Concurrency Control Techniques for Multi-Threaded Programs in C++ and Java
ABSTRACT
 
    Understanding multithreading and its impact on software development is a demanding task. This lecture discusses the design of object-oriented, concurrent applications using multiple threads, and the implementation of such applications in C++ and Java. Naturally, a 3-hours presentation cannot cover all aspects relevant to multithreading. The talk instead focuses on one particularly important aspect: concurrency control techniques, among them mutual exclusion, guarded suspension, and more advanced techniques such as reader/writer synchronization. In order to implement these patterns in C++ or Java, one needs to know which concurrency control instruments are supported in each of the languages. Along with an introduction to the respective features in C++ and Java, strengths and weaknesses in both languages are discussed. 
    Not covered in this talk are thread activities and cooperative interaction e.g. starting threads, thread completion, termination policies. Also omitted are differences between thread APIs, as well as thread scheduling and priorities. These aspects are subject of a full-day seminar.
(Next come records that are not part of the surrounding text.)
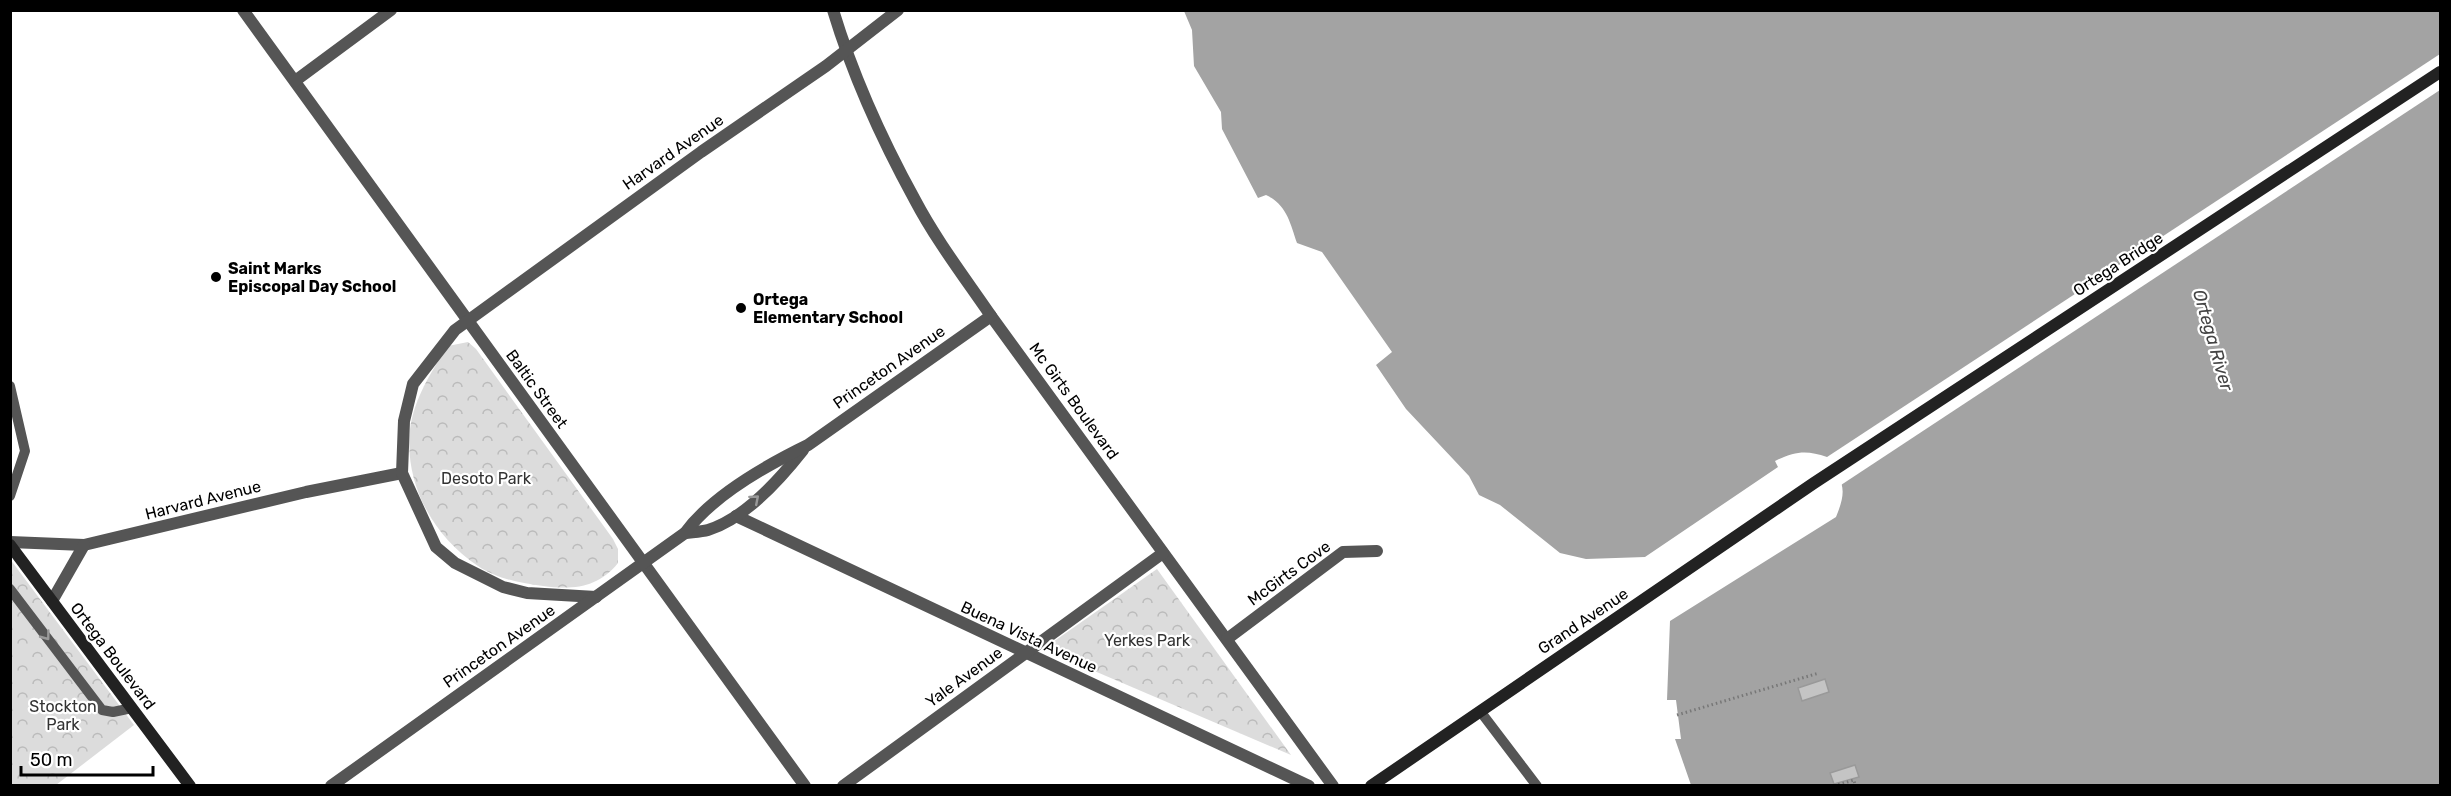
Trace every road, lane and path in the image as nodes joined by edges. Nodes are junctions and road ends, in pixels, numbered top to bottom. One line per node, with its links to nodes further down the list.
1 (243, 10): 7 (street, Baltic Street)
2 (391, 10): 7 (street)
3 (833, 10): 5 (street, Mc Girts Boulevard)
4 (898, 10): 5 (street, Harvard Avenue)
5 (846, 50): 8 (street, Mc Girts Boulevard); 9 (street, Harvard Avenue)
6 (2440, 72): 13 (main road, Ortega Bridge)
7 (295, 81): 9 (street, Baltic Street)
8 (991, 315): 11 (street, Princeton Avenue); 20 (street, Mc Girts Boulevard)
9 (468, 320): 12 (street, Harvard Avenue); 21 (street, Baltic Street)
10 (10, 386): 14 (lane)
11 (808, 445): 15 (street, Princeton Avenue, one-way to 11); 16 (street, Princeton Avenue)
12 (402, 473): 18 (street, Harvard Avenue); 23 (street)
13 (1814, 483): 29 (main road, Grand Avenue)
14 (10, 496)
15 (736, 516): 16 (street, Princeton Avenue); 26 (street, Buena Vista Avenue)
16 (685, 533): 21 (street, Princeton Avenue)
17 (10, 544): 18 (street, Harvard Avenue); 24 (main road, Ortega Boulevard)
18 (84, 545): 24 (street)
19 (1377, 551): 25 (street, McGirts Cove)
20 (1163, 553): 25 (street, Mc Girts Boulevard); 26 (street, Yale Avenue)
21 (641, 563): 23 (street, Princeton Avenue); 34 (street, Baltic Street)
22 (10, 589): 28 (lane, one-way to 28)
23 (596, 597): 33 (street, Princeton Avenue)
24 (52, 601): 28 (main road, Ortega Boulevard)
25 (1227, 639): 37 (street, Mc Girts Boulevard)
26 (1025, 653): 35 (street, Yale Avenue); 36 (street, Buena Vista Avenue)
27 (1819, 673): 30 (path)
28 (132, 708): 32 (main road, Ortega Boulevard)
29 (1480, 711): 38 (main road, Grand Avenue); 39 (lane)
30 (1677, 716)
31 (1855, 785): 40 (path)
32 (190, 786)
33 (331, 786)
34 (805, 786)
35 (843, 786)
36 (1309, 786)
37 (1334, 786)
38 (1371, 786)
39 (1537, 786)
40 (1834, 786)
    Access to shared resources. In multithreaded environments concurrently running components often share resources. Concurrent access to shared resources can corrupt the resource or put it into an inconsistent state if access for modification of the resource through two concurrent threads is interleaved. For this reason, one of the most urgent problem to be tackled in multithreaded programming is control of access to shared resources and, in particular, to shared data. The talk explains which data is shared, explicitly or implicitly, in C++ and Java, and suggests programming techniques for concurrency control in both languages. One of the suggested techniques is classification of access methods using the conflict set method. 
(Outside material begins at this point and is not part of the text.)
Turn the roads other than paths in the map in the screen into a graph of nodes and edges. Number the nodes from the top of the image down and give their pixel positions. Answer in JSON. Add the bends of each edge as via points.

    Concurrency Control Techniques. In order to control the access to shared data, multithreaded environments support concurrency control instruments like mutex and condition variable. The talk explains how these instruments can be used and discusses three typical control patterns and their implementation in object-oriented languages such as C++ and Java: monitor, guarded suspension, and reader/writer. Tips and tricks are provided for improving the design of a concurrent program. Performance tuning is suggested by avoiding useless notifications or unnecessary waiting or polling. Also, typical pitfalls are mentioned: the notorious nested monitor problem is explained. 
    Implementation Aspects. The third part of the talk is devoted to implementation aspects such as programming techniques for turning existing classes into thread-safe classes or designing new classes especially for use in multithreaded systems. The decomposition into concurrency control and ground functionality is proposed and a discussion of combining both, via inheritance or delegation, completes the talk.
 
PREREQUISITES

 
Level: intermediate
Duration: 1.5-3.0 hours
Prerequisites: working knowledge of C++ or Java;   familiarity with concurrency control not required
Presented at: Software Development , Washington DC, September 1997 
Object World , Frankfurt, October 1997
C++ World , San Jose CA, November 1997
Object Expo France , Paris, November 1997
C++ World / OOP, Munich, February 1998 (presented by Klaus Kreft) 
Software Development , San Francisco CA, February 1998 

 

If you are interested to hear more about this and related topics you might want to check out the following seminar or skim through some further reading:
Seminars
Concurrent Java
3-day seminar (open enrollment and on-site)
 
Paper
Effective Java
column in JavaSPEKTRUM (in German)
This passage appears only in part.